- The U.S. has made significant progress towards developing a more resilient cybersecurity infrastructure, after implementing about 70% the Cyberspace Solarium Commission's recommendations, according to a report from CSC 2.0.
- CSC co-chairs Sen. Angus King, I-Maine, and Rep. Mike Gallagher, R-Wisc., praised the launch and implementation of the National Cybersecurity Strategy during a presentation Tuesday in Washington D.C., but said more work needed to be done on deterrence.
- Key gaps remain in the nation’s cybersecurity posture, including the need to create more resilient federal networks and strengthen key critical infrastructure sectors, such as healthcare, agriculture and water.
The CSC 2.0 report examines the progress made toward implementing the recommendations of the CSC, a congressionally mandated body that was designed to review the ability of the U.S. to deter malicious cyber threats and build a more resilient infrastructure. The CSC issued its first report in March 2020, establishing 82 initial recommendations. The commission later added 34 additional recommendations.
“This year, we’re reaping the benefits from the investments in cybersecurity initiatives made in the previous years with a historic amount of funding invested in cybersecurity through the FY23 omnibus spending bill,” said Mark Montgomery, co-author of the report and senior director of the Foundation for Defense of Democracies Center on Cyber and Technology Innovation.
Of the CSC’s 116 recommendations, 70% are either fully implemented or near implementation, while another 20% are on track for implementation, according to Jiwon Ma, co-author of the report and program analyst at the FDD Center on Cyber and Technology Innovation.
Among the key achievements, officials praised the State Department effort to stand up the Bureau of Cyberspace and Digital Policy and confirm Ambassador Nathaniel Fick. The bureau is designed to help the U.S. combat ransomware and other malicious activity through international diplomacy.
The Securities and Exchange Commission’s adoption of the cyber incident reporting rule was also praised as a significant achievement to drive greater transparency and accountability towards improving corporate governance.

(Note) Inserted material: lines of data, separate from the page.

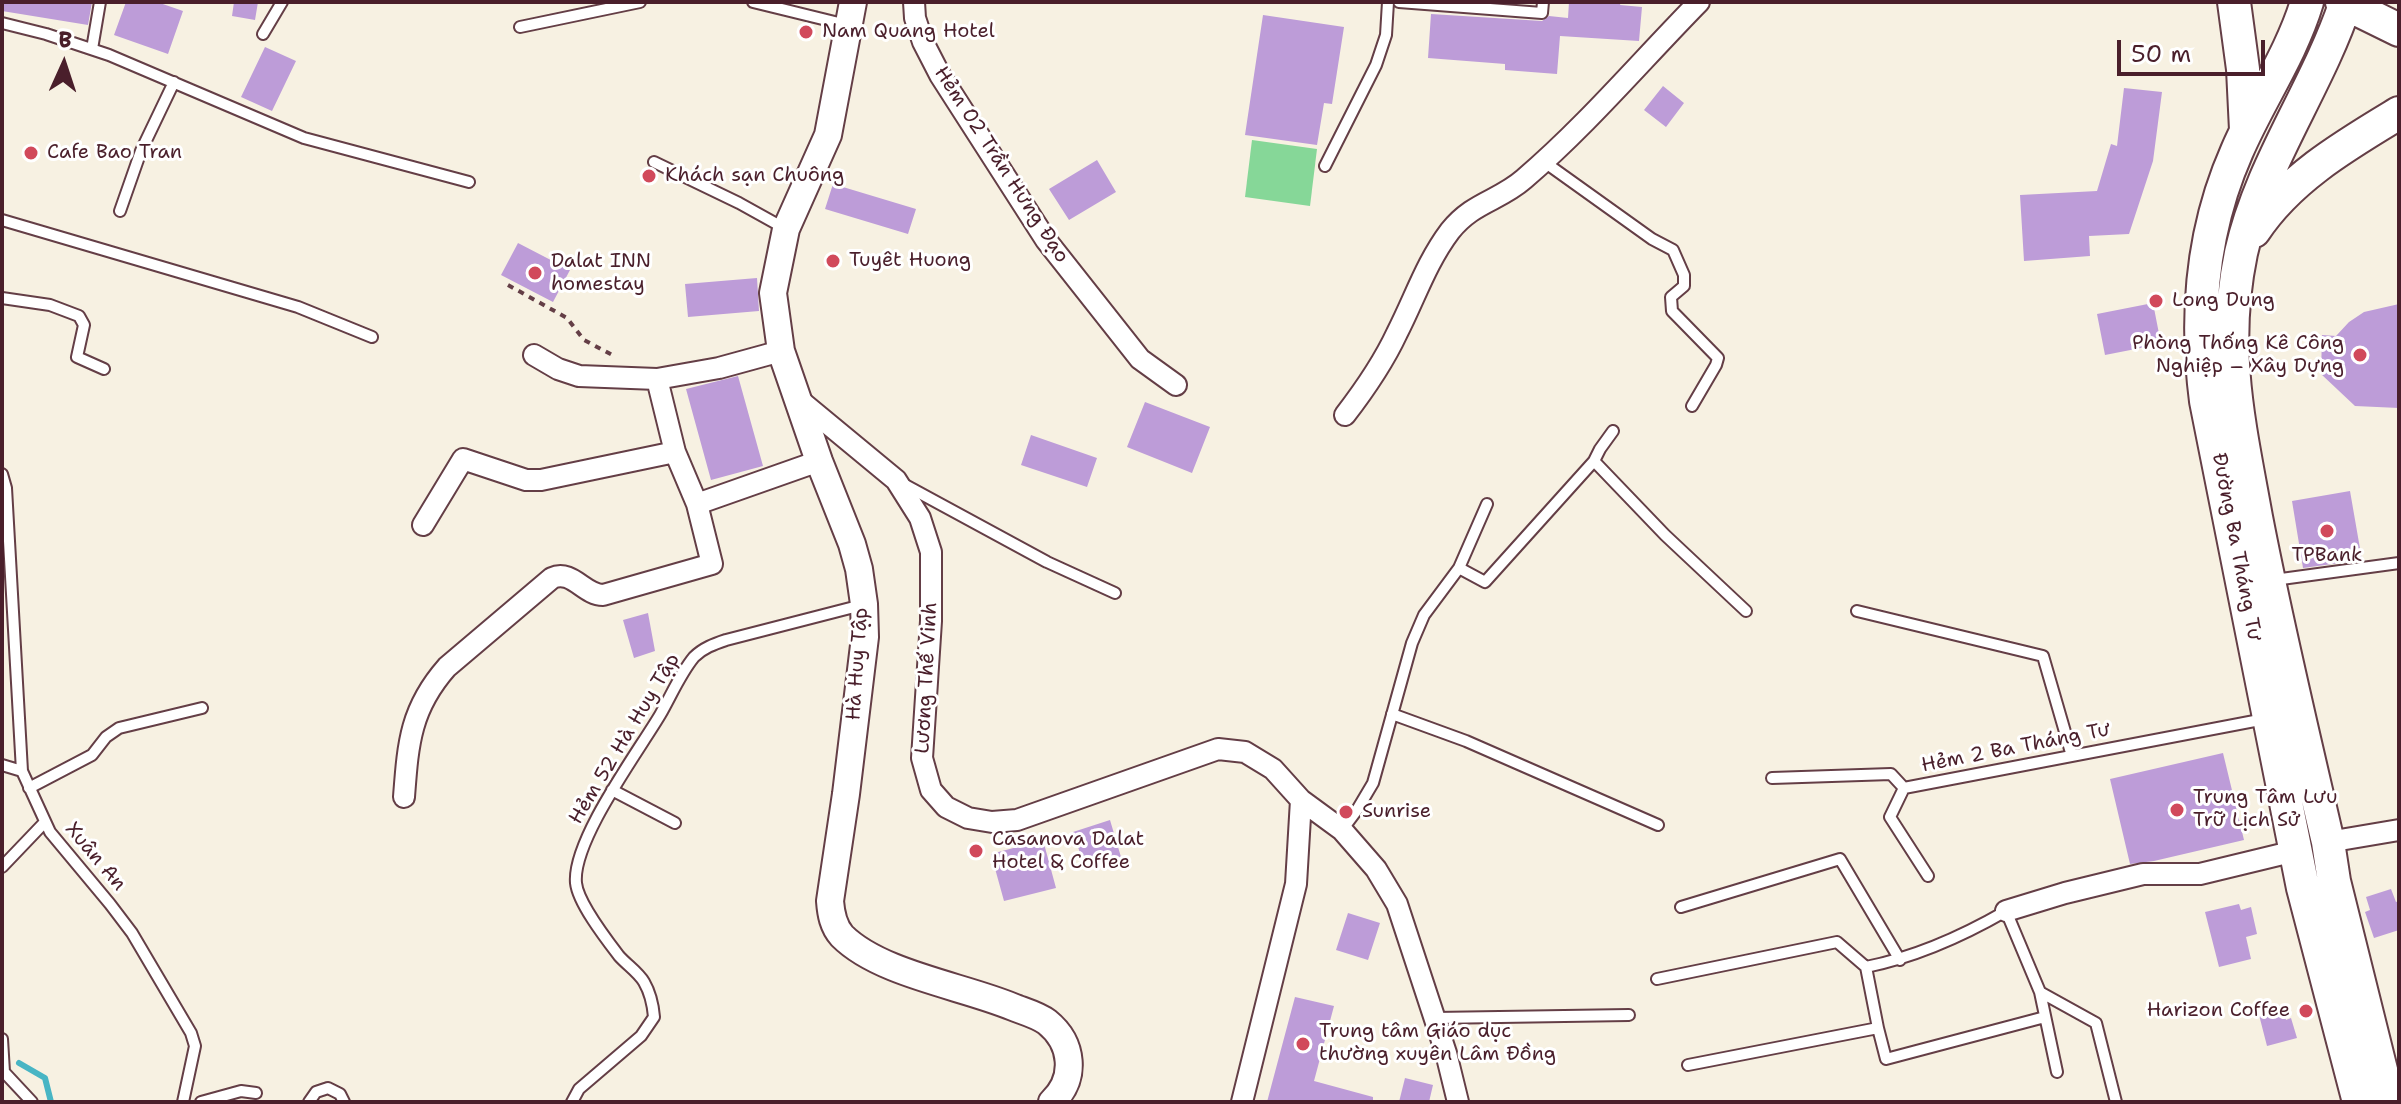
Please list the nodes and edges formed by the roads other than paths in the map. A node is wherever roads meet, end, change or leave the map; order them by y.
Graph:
1 (100, 2) edge
2 (282, 2) edge
3 (640, 2) edge
4 (753, 2) edge
5 (914, 2) edge
6 (1388, 2) edge
7 (1399, 2) edge
8 (1543, 2) edge
9 (1699, 2) edge
10 (2234, 2) edge
11 (2307, 2) edge
12 (2345, 3) edge
13 (851, 14) edge
14 (2, 23) edge
15 (520, 27) dead end
16 (2399, 30) edge
17 (263, 34) dead end
18 (92, 49) junction
19 (174, 82) junction
20 (2399, 113) edge
21 (2246, 133) junction
22 (1543, 161) junction
23 (654, 162) dead end
24 (1325, 166) dead end
25 (469, 182) dead end
26 (120, 211) dead end
27 (2, 220) edge
28 (786, 229) junction
29 (2208, 245) junction
30 (2242, 250) junction
31 (2, 298) edge
32 (372, 337) dead end
33 (781, 351) junction
34 (534, 355) dead end
35 (104, 369) dead end
36 (657, 379) junction
37 (1176, 385) dead end
38 (798, 399) junction
39 (1692, 406) dead end
40 (1345, 415) dead end
41 (1613, 431) dead end
42 (675, 452) junction
43 (819, 461) junction
44 (1594, 461) junction
45 (2, 474) edge
46 (896, 480) junction
47 (697, 504) junction
48 (1487, 504) dead end
49 (423, 525) dead end
50 (2399, 563) edge
51 (1459, 568) junction
52 (2268, 581) junction
53 (1115, 593) dead end
54 (864, 604) junction
55 (1746, 611) dead end
56 (1857, 611) dead end
57 (202, 708) dead end
58 (1392, 714) junction
59 (2270, 718) junction
60 (2072, 756) junction
61 (2, 765) edge
62 (22, 771) junction
63 (1772, 778) dead end
64 (29, 788) junction
65 (1904, 788) junction
66 (612, 790) junction
67 (404, 797) dead end
68 (1301, 800) junction
69 (45, 822) junction
70 (675, 823) dead end
71 (1658, 825) dead end
72 (1342, 830) junction
73 (2399, 830) edge
74 (2328, 842) junction
75 (2295, 851) junction
76 (2, 867) edge
77 (1928, 876) dead end
78 (2334, 881) junction
79 (2303, 888) junction
80 (1681, 907) dead end
81 (2006, 911) junction
82 (1900, 960) junction
83 (1866, 967) junction
84 (1657, 979) dead end
85 (2040, 992) junction
86 (1629, 1015) dead end
87 (2045, 1017) junction
88 (1435, 1018) junction
89 (1878, 1028) junction
90 (2, 1039) edge
91 (1688, 1065) dead end
92 (2057, 1072) dead end
93 (256, 1093) dead end
94 (32, 1102) edge
95 (183, 1102) edge
96 (201, 1102) edge
97 (309, 1102) edge
98 (344, 1102) edge
99 (572, 1102) edge
100 (1052, 1102) edge
101 (1242, 1102) edge
102 (1458, 1102) edge
103 (2116, 1102) edge
104 (2359, 1102) edge
105 (2389, 1102) edge

1 - 18 lane
2 - 17 lane
3 - 15 lane
4 - 13 lane
5 - 37 street, Hẻm 02 Trần Hưng Đạo
6 - 24 lane
7 - 8 lane
9 - 22 street
10 - 21 main road
11 - 21 main road, Đường Ba Tháng Tư
12 - 16 main road
12 - 30 main road, Đường Ba Tháng Tư
13 - 28 street, Hà Huy Tập
14 - 18 lane
18 - 19 lane
19 - 25 lane
19 - 26 lane
20 - 30 main road
21 - 29 main road, Đường Ba Tháng Tư
22 - 39 lane
22 - 40 street
23 - 28 lane
27 - 32 lane
28 - 33 street, Hà Huy Tập
29 - 30 main road
29 - 59 main road, Đường Ba Tháng Tư
30 - 52 main road, Đường Ba Tháng Tư
31 - 35 lane
33 - 36 street
33 - 38 street, Hà Huy Tập
34 - 36 street
36 - 42 street
38 - 43 street, Hà Huy Tập
38 - 46 street, Lương Thế Vinh
41 - 44 lane
42 - 47 street
42 - 49 street
43 - 47 street
43 - 54 street, Hà Huy Tập
44 - 51 lane
44 - 55 lane
45 - 62 lane, Xuân An
46 - 53 lane
46 - 68 street, Lương Thế Vinh
47 - 67 street
48 - 51 lane
50 - 52 lane
51 - 58 lane
52 - 74 main road, Đường Ba Tháng Tư
54 - 66 lane, Hẻm 52 Hà Huy Tập
54 - 100 street, Hà Huy Tập
56 - 60 lane
57 - 64 lane
58 - 71 lane
58 - 72 lane
59 - 60 lane, Hẻm 2 Ba Tháng Tư
59 - 75 main road, Đường Ba Tháng Tư
60 - 65 lane, Hẻm 2 Ba Tháng Tư
61 - 62 lane
62 - 64 lane, Xuân An
63 - 65 lane, Hẻm 2 Ba Tháng Tư
64 - 69 lane, Xuân An
65 - 77 lane
66 - 70 lane
66 - 99 lane, Hẻm 52 Hà Huy Tập
68 - 72 street, Lương Thế Vinh
68 - 101 street
69 - 76 lane
69 - 95 lane, Xuân An
72 - 88 street, Lương Thế Vinh
73 - 74 street
74 - 78 main road, Đường Ba Tháng Tư
75 - 79 main road, Đường Ba Tháng Tư
75 - 81 street
78 - 79 main road
78 - 105 main road, Đường Ba Tháng Tư
79 - 104 main road, Đường Ba Tháng Tư
80 - 82 lane
81 - 82 lane
81 - 85 lane
82 - 83 lane
83 - 84 lane
83 - 89 lane
85 - 87 lane
85 - 103 lane
86 - 88 lane
87 - 89 lane
87 - 92 lane
88 - 102 street, Lương Thế Vinh
89 - 91 lane
90 - 94 lane
93 - 96 lane
97 - 98 lane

Montgomery said additional work from Congress is needed for two key issues:
- The National Risk Management Act would require the Secretary of Homeland Security to establish a national risk management cycle, which is a recurring process to identify, assess and prioritize physical and cyber risks faced by critical infrastructure.
- The Federal Information Security Modernization Act, if passed, would update the 2014 FISMA ACT and would improve coordination to help protect federal civilian agencies.